Heureusement, Premee Mohamed se reprend à temps et évite cet écueil en dirigeant les réflexions de Reid sur le gouffre qui sépare les modes de vie d’Edmonton et Howse. Howse est un lieu préservé, une sorte de paradis où l’on dispose de tout en abondance, où l’on peut prendre une douche et avoir un repas conséquent tous les jours. Le tout sans craindre le cad puisqu’un traitement suspensif est disponible et qu’il ne nécessité qu’une injection tous les mois. En somme, un paradis.
C’est là que réside le problème pour Reid : la capacité des riches/privilégiés à ignorer la souffrance des autres survivants à l’extérieur pour préserver leur mode de vie. Détourner les yeux pour regarder ailleurs et demain.
Jamais en arrière.

Premee Mohamed prolonge ce qu’elle avait déjà tenter d’énoncer dans La Migration annuelle des nuages, à savoir que la survie passe par l’entraide et que le repli sur soi et l’individualisme ne mènent qu’à la souffrance.
Le secret que cache Howse s’aligne d’ailleurs avec cette réflexion. Pour garder un peuple dans un chemin bien défini et qu’il ne s’en détourne pas, il faut une forme de chantage, un contrôle.

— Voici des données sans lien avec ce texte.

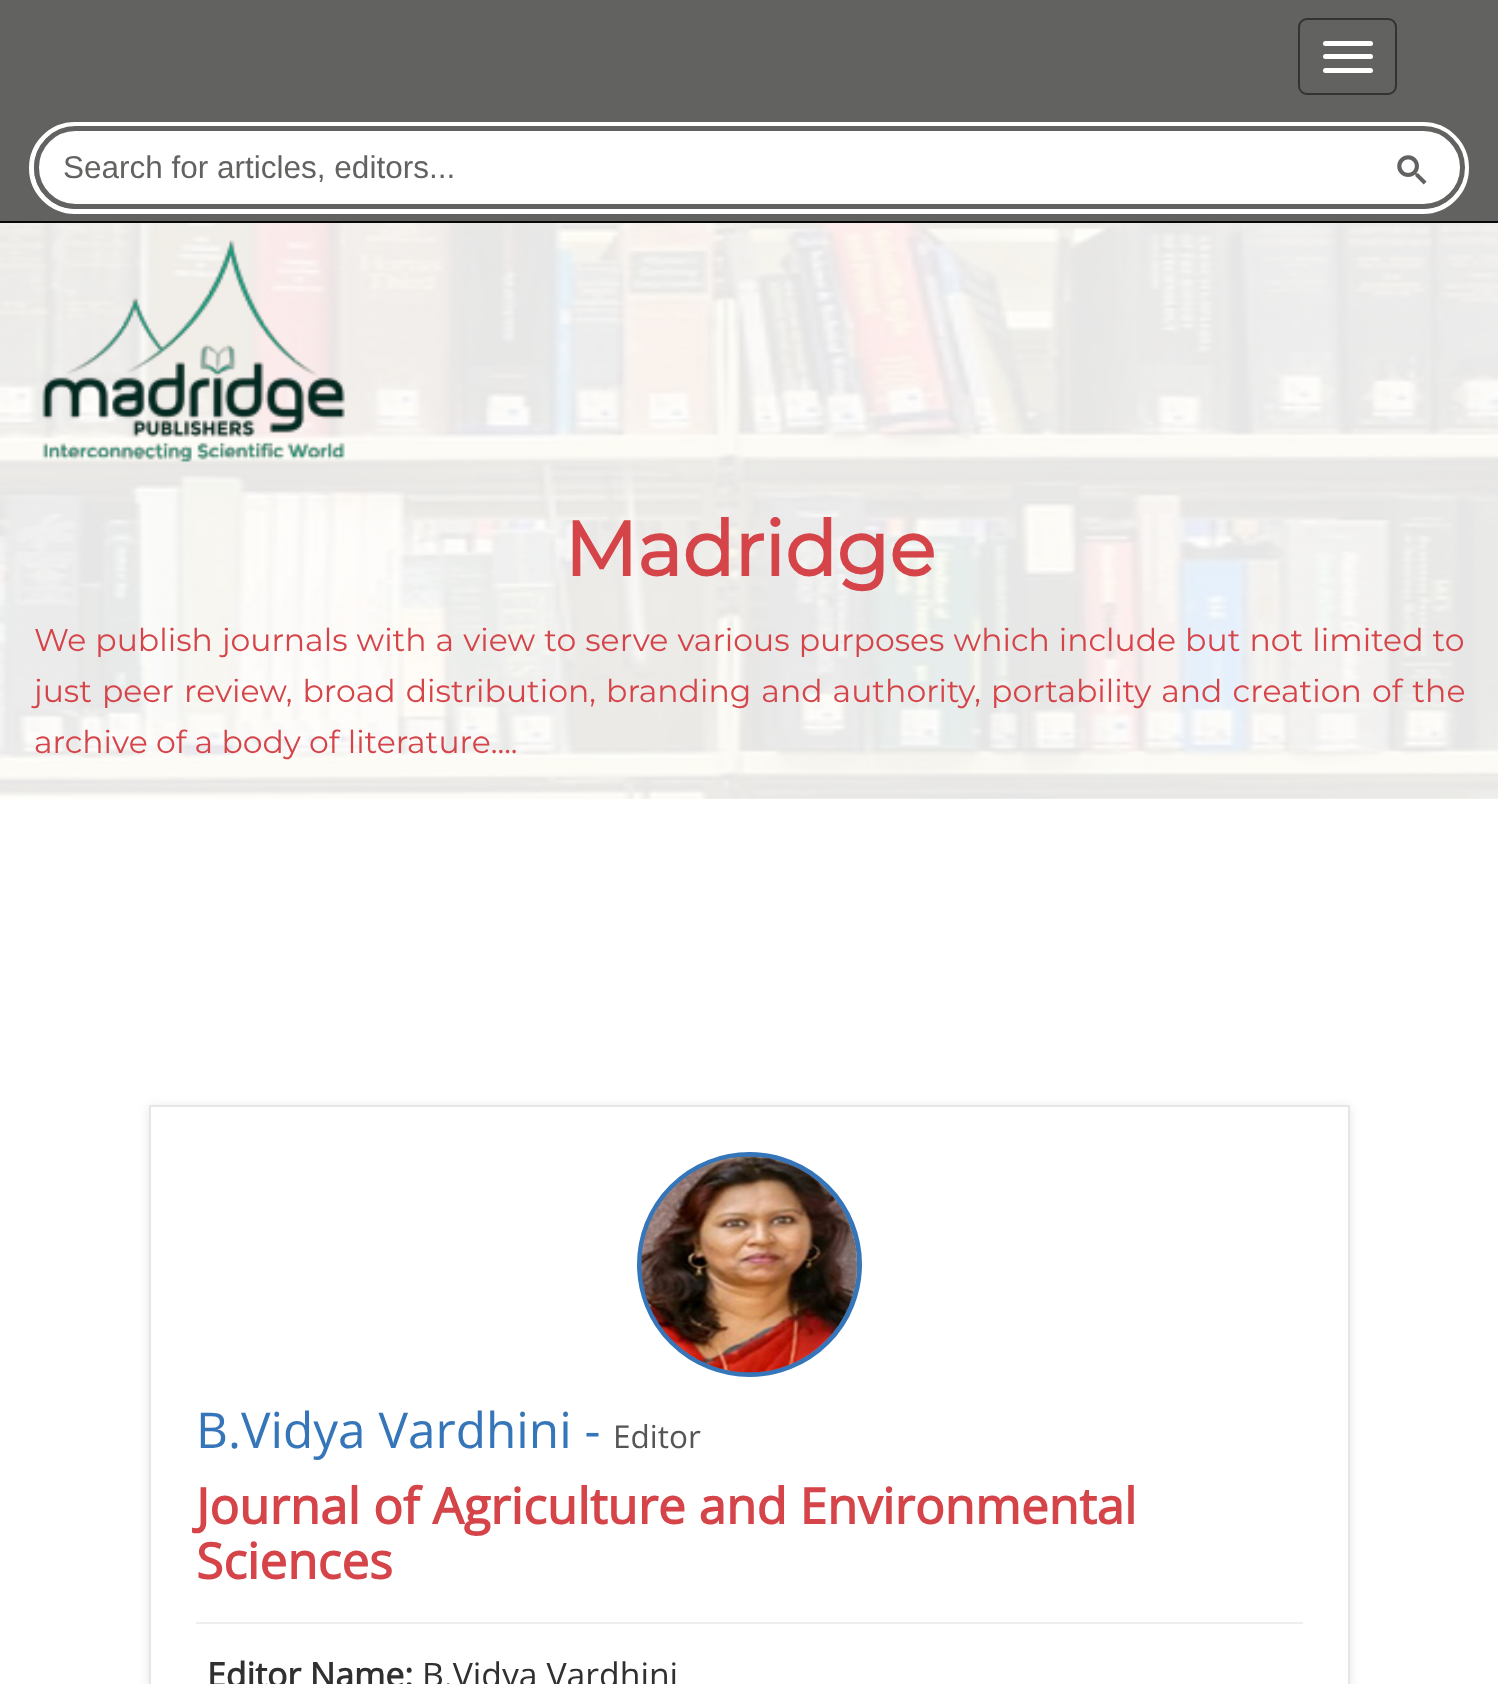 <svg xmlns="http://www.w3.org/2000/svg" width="1498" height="1684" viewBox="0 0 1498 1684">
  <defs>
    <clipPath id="clip1"><path d="M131 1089H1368V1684H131ZM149 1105H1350V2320H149Z" clip-rule="evenodd"/></clipPath>
  </defs>
  <rect width="100%" height="100%" fill="#fff"/>
  <path d="M0 0h1498v221H0z" fill="#626360"/>
  <path d="M0 221h1498v2H0z" fill="#080808"/>
  <rect x="1299" y="19" width="97" height="75" rx="8" fill="none" stroke="#333" stroke-width="2"/>
  <rect x="1323" y="41" width="50" height="5" rx="2.5" fill="#fff"/>
  <rect x="1323" y="54" width="50" height="5" rx="2.5" fill="#fff"/>
  <rect x="1323" y="68" width="50" height="5" rx="2.5" fill="#fff"/>
  <rect x="31.5" y="124.5" width="1435" height="87" rx="43.5" fill="none" stroke="#fff" stroke-width="5"/>
  <rect x="36.5" y="128.5" width="1426" height="78" rx="39" fill="#fff" stroke="#626360" stroke-width="5"/>
  <image x="1397" y="155" width="30" height="30" href="img/1.png"/>
  <image x="0" y="223" width="1498" height="576" href="img/2.png"/>
  <image x="42" y="240" width="303" height="223" href="img/3.png"/>
  <g clip-path="url(#clip1)">
    <path d="M149 1107h1201v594H149z" fill="#0000001a" filter="blur(5.5px)"/>
  </g>
  <path d="M150 1106h1199v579H150z" fill="none" stroke="#e6e6e6" stroke-width="2"/>
  <circle cx="749.5" cy="1264.5" r="110" fill="none" stroke="#3575b9" stroke-width="5"/>
  <image x="641" y="1156" width="217" height="217" href="img/4.png"/>
  <path d="M196 1622h1107v2H196z" fill="#eee"/>
  <text x="63" y="178" font-family="Liberation Sans" font-size="31.5" fill="#626360">Search for articles, editors...</text>
  <text x="564" y="576" font-family="Montserrat" font-size="76.5" font-weight="bold" fill="#d54449">Madridge</text>
  <g font-family="Montserrat" font-size="31.5" font-weight="100" fill="#d54449">
    <text x="34" y="651" word-spacing="0.8">We publish journals with a view to serve various purposes which include but not limited to</text>
    <text x="34" y="702" word-spacing="1.75">just peer review, broad distribution, branding and authority, portability and creation of the</text>
    <text x="34" y="753">archive of a body of literature....</text>
  </g>
  <text x="196" y="1448" font-family="Open Sans" font-size="49.5" fill="#3575b9">B.Vidya Vardhini -</text>
  <text x="613" y="1448" font-family="Open Sans" font-size="31.5" fill="#555">Editor</text>
  <g font-family="Open Sans" font-size="49.5" font-weight="bold" fill="#d54449">
    <text x="196" y="1524">Journal of Agriculture and Environmental</text>
    <text x="196" y="1579">Sciences</text>
  </g>
  <text x="207" y="1687" font-family="Open Sans" font-size="33.75" font-weight="bold" fill="#303030">Editor Name:</text>
  <text x="422" y="1687" font-family="Open Sans" font-size="33.75" fill="#303030">B.Vidya Vardhini</text>
</svg>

Reid se rend vite compte que le paradis qu’elle a sous les yeux n’a aucune envie d’aller aider les autres. C’est à peine si l’on tolère sa petite association étudiante ainsi que ses saillies acerbes.
Doit-on risquer la vie paisible de l’université pour aider son prochain ?
Pour Premee Mohamed la question ne se pose même pas et c’est par l’empathie avec son personnage principal qu’elle articule sa manière de penser. Si la fin ouverte semble appeler une suite de ses vœux, on pourrait aussi arguer qu’elle met un point final à la question en faisant se lever les flammes de la prise de conscience, portées, comme souvent, par la jeune génération et par ceux qui savent.

C’est l’heure des comptes pour Reid et l’on retrouve avec joie cette adolescente qui refuse l’apathie et la résignation. Ce qui se dit par la montagne est une suite passionnante sur la nécessaire solidarité des peuples et la prise de conscience de l’injustice.